PROBLEM DESCRIPTION:
A letter-for-letter copy of the listing is required, with no pictures in it.

EXERCISE INPUTS: Begin

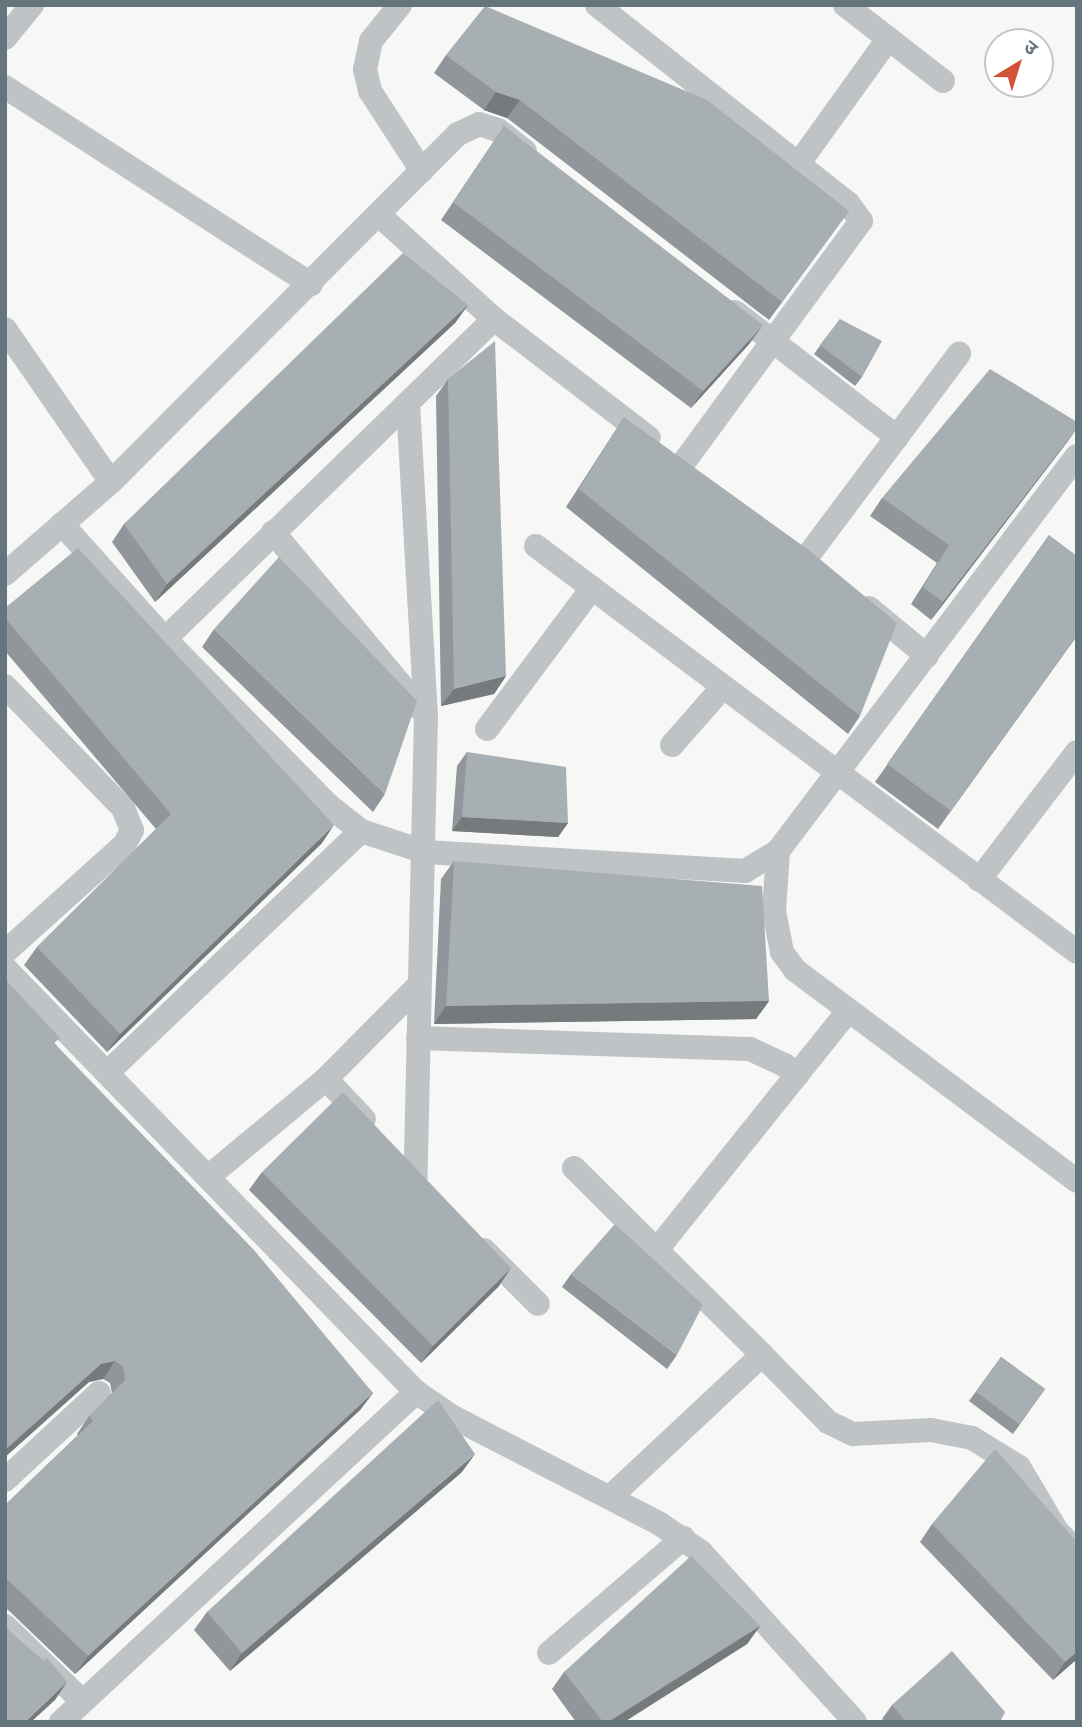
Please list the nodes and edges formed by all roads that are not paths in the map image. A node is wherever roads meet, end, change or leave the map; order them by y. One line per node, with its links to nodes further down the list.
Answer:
1 (32, 5): 5 (street)
2 (400, 5): 11 (street)
3 (597, 5): 9 (street)
4 (845, 5): 6 (street)
5 (5, 38)
6 (888, 39): 7 (street); 9 (street)
7 (943, 81)
8 (5, 87): 13 (street)
9 (799, 163): 17 (street)
10 (542, 164): 11 (street)
11 (422, 171): 12 (street)
12 (380, 216): 13 (street); 15 (street)
13 (311, 284): 24 (street)
14 (718, 299): 17 (street)
15 (494, 319): 19 (street); 22 (street)
16 (5, 329): 24 (street)
17 (773, 341): 20 (street); 22 (street)
18 (959, 354): 20 (street)
19 (408, 404): 26 (street); 38 (street)
20 (897, 437): 29 (street)
21 (1077, 456): 35 (street)
22 (683, 463): 23 (street)
23 (703, 479)
24 (111, 482): 25 (street)
25 (62, 524): 30 (street); 34 (street)
26 (273, 532): 34 (street); 38 (street)
27 (786, 541): 29 (street)
28 (536, 546): 32 (street)
29 (807, 557): 31 (street)
30 (8, 563)
31 (828, 574)
32 (592, 588): 37 (street); 39 (street)
33 (849, 592): 35 (street)
34 (165, 639): 43 (street)
35 (927, 656): 42 (street)
36 (5, 686): 47 (street)
37 (723, 687): 40 (street); 42 (street)
38 (426, 715): 45 (street)
39 (487, 729)
40 (672, 745)
41 (1077, 752): 46 (street)
42 (838, 774): 44 (street); 46 (street)
43 (362, 831): 45 (street); 53 (street)
44 (778, 851): 45 (street); 51 (street)
45 (425, 852): 50 (street)
46 (979, 880): 48 (street)
47 (5, 952)
48 (1077, 952)
49 (5, 968): 53 (street)
50 (419, 985): 52 (street); 55 (street)
51 (848, 1011): 54 (street); 58 (street)
52 (418, 1038): 54 (street); 59 (street)
53 (107, 1073): 57 (street)
54 (797, 1076): 62 (street)
55 (326, 1079): 57 (street); 59 (street)
56 (574, 1168): 62 (street)
57 (208, 1177): 66 (street)
58 (1077, 1181)
59 (415, 1182): 60 (street)
60 (434, 1200)
61 (463, 1228): 63 (street)
62 (655, 1252): 64 (street)
63 (538, 1304)
64 (762, 1355): 68 (street); 70 (street)
65 (99, 1392): 67 (street)
66 (416, 1392): 68 (street); 73 (street)
67 (5, 1480)
68 (610, 1497): 69 (street)
69 (683, 1538): 72 (street); 75 (street)
70 (1077, 1551)
71 (5, 1626): 73 (street)
72 (549, 1653)
73 (82, 1701): 74 (street)
74 (61, 1722)
75 (855, 1722)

EXERCISE INPUTS: End

RESPONSE:
Please list the nodes and edges formed by all roads that are not paths in the map image. A node is wherever roads meet, end, change or leave the map; order them by y. One line per node, with its links to nodes further down the list.
Answer:
1 (32, 5): 5 (street)
2 (400, 5): 11 (street)
3 (597, 5): 9 (street)
4 (845, 5): 6 (street)
5 (5, 38)
6 (888, 39): 7 (street); 9 (street)
7 (943, 81)
8 (5, 87): 13 (street)
9 (799, 163): 17 (street)
10 (542, 164): 11 (street)
11 (422, 171): 12 (street)
12 (380, 216): 13 (street); 15 (street)
13 (311, 284): 24 (street)
14 (718, 299): 17 (street)
15 (494, 319): 19 (street); 22 (street)
16 (5, 329): 24 (street)
17 (773, 341): 20 (street); 22 (street)
18 (959, 354): 20 (street)
19 (408, 404): 26 (street); 38 (street)
20 (897, 437): 29 (street)
21 (1077, 456): 35 (street)
22 (683, 463): 23 (street)
23 (703, 479)
24 (111, 482): 25 (street)
25 (62, 524): 30 (street); 34 (street)
26 (273, 532): 34 (street); 38 (street)
27 (786, 541): 29 (street)
28 (536, 546): 32 (street)
29 (807, 557): 31 (street)
30 (8, 563)
31 (828, 574)
32 (592, 588): 37 (street); 39 (street)
33 (849, 592): 35 (street)
34 (165, 639): 43 (street)
35 (927, 656): 42 (street)
36 (5, 686): 47 (street)
37 (723, 687): 40 (street); 42 (street)
38 (426, 715): 45 (street)
39 (487, 729)
40 (672, 745)
41 (1077, 752): 46 (street)
42 (838, 774): 44 (street); 46 (street)
43 (362, 831): 45 (street); 53 (street)
44 (778, 851): 45 (street); 51 (street)
45 (425, 852): 50 (street)
46 (979, 880): 48 (street)
47 (5, 952)
48 (1077, 952)
49 (5, 968): 53 (street)
50 (419, 985): 52 (street); 55 (street)
51 (848, 1011): 54 (street); 58 (street)
52 (418, 1038): 54 (street); 59 (street)
53 (107, 1073): 57 (street)
54 (797, 1076): 62 (street)
55 (326, 1079): 57 (street); 59 (street)
56 (574, 1168): 62 (street)
57 (208, 1177): 66 (street)
58 (1077, 1181)
59 (415, 1182): 60 (street)
60 (434, 1200)
61 (463, 1228): 63 (street)
62 (655, 1252): 64 (street)
63 (538, 1304)
64 (762, 1355): 68 (street); 70 (street)
65 (99, 1392): 67 (street)
66 (416, 1392): 68 (street); 73 (street)
67 (5, 1480)
68 (610, 1497): 69 (street)
69 (683, 1538): 72 (street); 75 (street)
70 (1077, 1551)
71 (5, 1626): 73 (street)
72 (549, 1653)
73 (82, 1701): 74 (street)
74 (61, 1722)
75 (855, 1722)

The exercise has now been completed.